There are two kinds of output here. One is from the interactive shell ('>>>' and your typing) and one is from the logger handling thread.

Due to the thread processing nature, the output of the logger is not continuous.
While the logger is printing or waiting for data on the queue, the os may switch back to the interactive shell thread and it prints out >>>.

For the loss of the last log line, I can only assume the race condition between the interactive shell thread and the logger thread.

So is it a problem for you or what are you trying to archive?

Just trying to print logs in interactive shell just as the default StreamHandler does, but still keeping the configurations in my log_config.json. Maybe I can try to extract all the handlers from LogConfig and replace the QueueHandler with them?

Since LogConfig replaces all handlers with QueueHandler, I think it is easier to stop that from happening with a flag.
i.e. pass a parameter to setup_logging and edit the method _set_mode.

saw that the logging doc says the module is thread-safe, so I just need to avoid calling _replace_with_queue_handler in single-processing mode there?

I added the following code in my logging startup and the behavior in interactive shell is as desired now.

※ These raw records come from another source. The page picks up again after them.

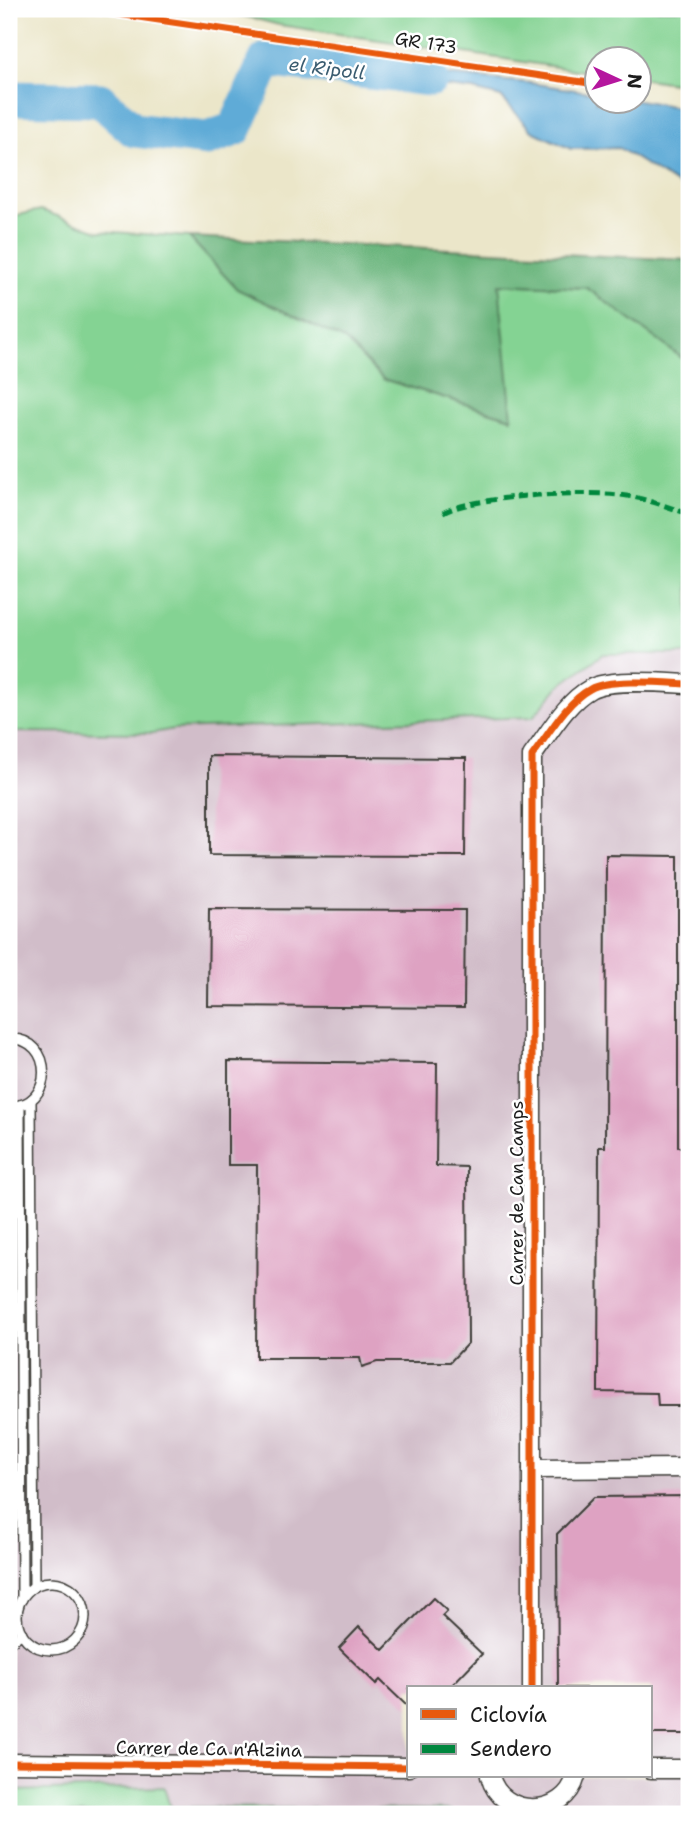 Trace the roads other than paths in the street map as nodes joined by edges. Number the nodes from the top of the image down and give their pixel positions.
1 (689, 684) edge
2 (9, 1039) edge
3 (31, 1100) junction
4 (20, 1105) junction
5 (9, 1106) edge
6 (689, 1468) edge
7 (532, 1469) junction
8 (34, 1587) junction
9 (23, 1599) junction
10 (22, 1633) junction
11 (9, 1643) edge
12 (532, 1686) edge
13 (9, 1763) edge
14 (407, 1767) edge
15 (652, 1769) edge
16 (689, 1769) edge
17 (491, 1778) edge
18 (575, 1778) edge
19 (531, 1812) edge

1 - 7 street, Carrer de Can Camps
2 - 3 lane
3 - 4 lane
3 - 8 lane
4 - 5 lane
4 - 9 lane
6 - 7 street
7 - 12 street, Carrer de Can Camps
8 - 9 lane
8 - 10 lane
9 - 10 lane
10 - 11 lane
13 - 14 street, Carrer de Ca n'Alzina
15 - 16 street
17 - 19 street
18 - 19 street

class SPLogConfig(LogConfig):
    def _set_mode(self, use_multiprocessing):
        if not use_multiprocessing:
            pass
        else:
            super()._set_mode(use_multiprocessing)

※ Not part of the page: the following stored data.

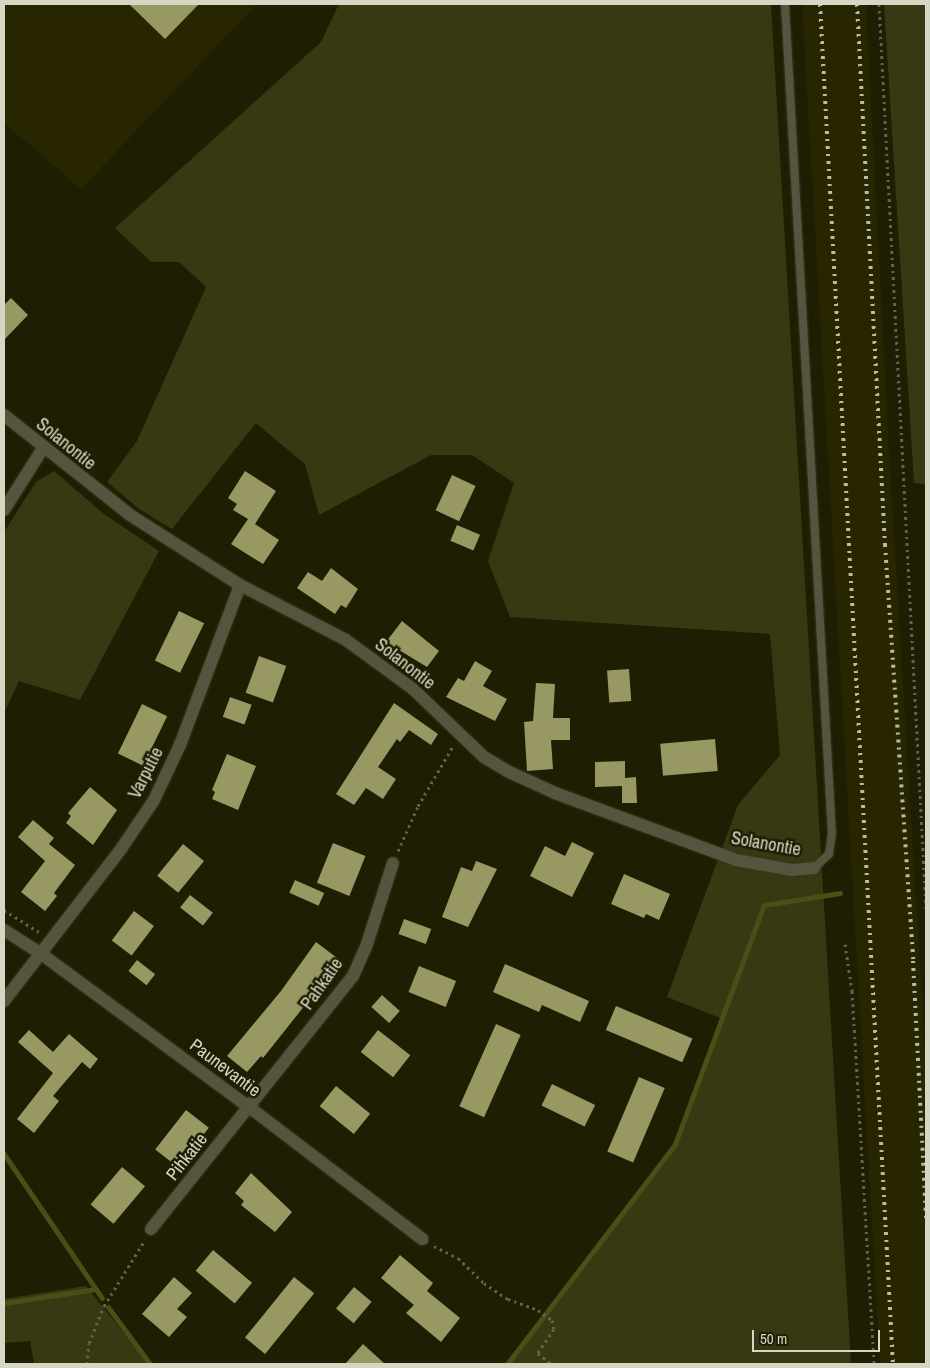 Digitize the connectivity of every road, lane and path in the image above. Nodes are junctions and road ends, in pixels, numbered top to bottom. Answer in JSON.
{"nodes":[{"id":1,"x":785,"y":4,"type":"edge"},
{"id":2,"x":879,"y":4,"type":"edge"},
{"id":3,"x":4,"y":415,"type":"edge"},
{"id":4,"x":44,"y":448,"type":"junction"},
{"id":5,"x":4,"y":510,"type":"edge"},
{"id":6,"x":240,"y":585,"type":"junction"},
{"id":7,"x":461,"y":735,"type":"junction"},
{"id":8,"x":393,"y":863,"type":"joint"},
{"id":9,"x":814,"y":868,"type":"joint"},
{"id":10,"x":4,"y":910,"type":"edge"},
{"id":11,"x":926,"y":910,"type":"edge"},
{"id":12,"x":4,"y":930,"type":"edge"},
{"id":13,"x":50,"y":939,"type":"junction"},
{"id":14,"x":845,"y":944,"type":"dead end"},
{"id":15,"x":40,"y":953,"type":"junction"},
{"id":16,"x":4,"y":1001,"type":"edge"},
{"id":17,"x":249,"y":1107,"type":"junction"},
{"id":18,"x":151,"y":1229,"type":"joint"},
{"id":19,"x":422,"y":1239,"type":"joint"},
{"id":20,"x":86,"y":1364,"type":"edge"},
{"id":21,"x":551,"y":1364,"type":"edge"},
{"id":22,"x":874,"y":1364,"type":"edge"}],
"edges":[{"from":1,"to":9,"type":"lane"},
{"from":2,"to":11,"type":"path"},
{"from":3,"to":4,"type":"street","name":"Solanontie"},
{"from":4,"to":5,"type":"street"},
{"from":4,"to":6,"type":"street","name":"Solanontie"},
{"from":6,"to":7,"type":"street","name":"Solanontie"},
{"from":6,"to":13,"type":"street","name":"Varputie"},
{"from":7,"to":8,"type":"path"},
{"from":7,"to":9,"type":"street","name":"Solanontie"},
{"from":8,"to":17,"type":"street","name":"Pahkatie"},
{"from":10,"to":13,"type":"path"},
{"from":12,"to":15,"type":"street","name":"Paunevantie"},
{"from":13,"to":15,"type":"street","name":"Varputie"},
{"from":14,"to":22,"type":"path"},
{"from":15,"to":16,"type":"street","name":"Varputie"},
{"from":15,"to":17,"type":"street","name":"Paunevantie"},
{"from":17,"to":18,"type":"street","name":"Pihkatie"},
{"from":17,"to":19,"type":"street","name":"Paunevantie"},
{"from":18,"to":20,"type":"path"},
{"from":19,"to":21,"type":"path"}]}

logger_tt.internal_config = SPLogConfig()

Yes. Anyway, it is intended to be thread-safe, not 100% sure it is. For normal usage, it shouldn't be a problem.

If what you are doing in the interactive console is simple, execute a short command and wait for all logs to be printed before entering a new one, that is the way to do it.

If the command output an enormous amount of log, you may experience a long waiting time before your command is completed.